Ratings will probably tend to go down with time

I see the following danger and may not be the first that does so.

Well, the problem is the following. To be concrete: I read 魔女の多急便 about 1.5 years ago (with 5.5 look-ups per page) and then thought its rating of 26 is OK. BTW: At that time it was identical to the rating of 時をかける少女, which now plunged down to 23.

Now I finished 思い出のマーニー(上) and think it is far easier (just 3.6 look-ups per page) than 魔女の多急便. But is that book objectively far easier? Would I have thought the same 1.5 years ago, probably not. Back then I might have thought they have almost similar difficulty, and the reduction of look-ups is just due to me having got better at reading.

Has anyone an idea how to solve that problem?

2 Likes

I tend to simply not grade against things I read a long time ago. There is an option where you can decide a book should no longer be used for gradings, and whenever I come across something old in my gradings, I ban it. I think the grading generally gives priority to recent reads, so the fewer books you have read in a certain level span the more likely it is to make you grade against older stuff.

But also, if I feel a book is a similar struggle to a book I read 6 months ago, I grade the newer book as more difficult than the earlier one, since I am sure to have improved since than. :+1:t2:

8 Likes

It seems that ratings, on average, will settle on an appropriate level. Other people will encounter the same book at a different point in their reading journey than you and will grade it differently than you. So while the same book seems far easier to you over time, and your concern is that your previous grading was very high, someone else will grade it very low, and it’ll all average out.
(Brandon talked about showing the average grading versus time at some point in the future, so it’ll be interesting to see that.)

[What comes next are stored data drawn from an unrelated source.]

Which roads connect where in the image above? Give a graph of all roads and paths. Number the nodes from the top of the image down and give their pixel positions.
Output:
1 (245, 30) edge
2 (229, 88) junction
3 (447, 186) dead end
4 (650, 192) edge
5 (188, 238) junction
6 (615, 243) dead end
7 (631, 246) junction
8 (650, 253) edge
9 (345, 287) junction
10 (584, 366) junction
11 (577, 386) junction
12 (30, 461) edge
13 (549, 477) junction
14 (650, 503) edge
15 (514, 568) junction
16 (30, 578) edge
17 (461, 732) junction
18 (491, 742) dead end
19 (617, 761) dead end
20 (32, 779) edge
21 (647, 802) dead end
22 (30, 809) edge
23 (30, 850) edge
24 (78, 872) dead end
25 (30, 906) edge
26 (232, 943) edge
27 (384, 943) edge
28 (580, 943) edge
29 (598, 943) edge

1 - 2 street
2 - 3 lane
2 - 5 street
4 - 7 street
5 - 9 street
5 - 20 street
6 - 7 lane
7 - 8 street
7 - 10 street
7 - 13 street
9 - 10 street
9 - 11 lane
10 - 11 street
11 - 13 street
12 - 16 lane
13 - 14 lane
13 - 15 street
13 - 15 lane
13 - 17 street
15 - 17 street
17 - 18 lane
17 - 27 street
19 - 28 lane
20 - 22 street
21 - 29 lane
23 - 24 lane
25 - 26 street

I’d say that grading will always be subjective (not objective), because
it’s all relative to personal experience.
(Btw, kudos for coming up with an objective measure of difficulty – look-ups per page – but not everyone uses objective measures for grading.)

2 Likes

For what it’s worth, I decided to take a quick look at this.

Uniquely graded, non-temporary book rating changes:

Over past 6 months:

  • 1712 books
  • +0.01 avg level change

Over past 12 months:

  • 1110 books
  • -0.04 avg level change

Over past 18 months:

  • 644 books
  • -0.05 avg level change

So it is slightly going in that direction, but not really meaningfully. It’s hard to tell as the library is still growing so rapidly, so the random fluctuations of initial book levels after their temporary grading must have a significant effect.

Like @Biblio said, there are ways to mitigate that issue if it becomes significant, but many people already self mitigate (skipping comparisons is easy!). We actually don’t prompt you for most recent books first, just closest by level… but yeah if you block your old books you won’t be prompted by them.

Not terribly concerned about it, but something to definitely keep in mind! :slight_smile:

Yeah, it’s really hard to know which way it goes. More experienced users do the vast majority of gradings by volume, but not necessarily on the super lower level books. I would say though that lvl 26 & above… things that might appeal to you strictly on interest… will probably get a majority of people reading that book as a simple pleasure read, rather than a hard book.

But, yes, I think generally it will all level out!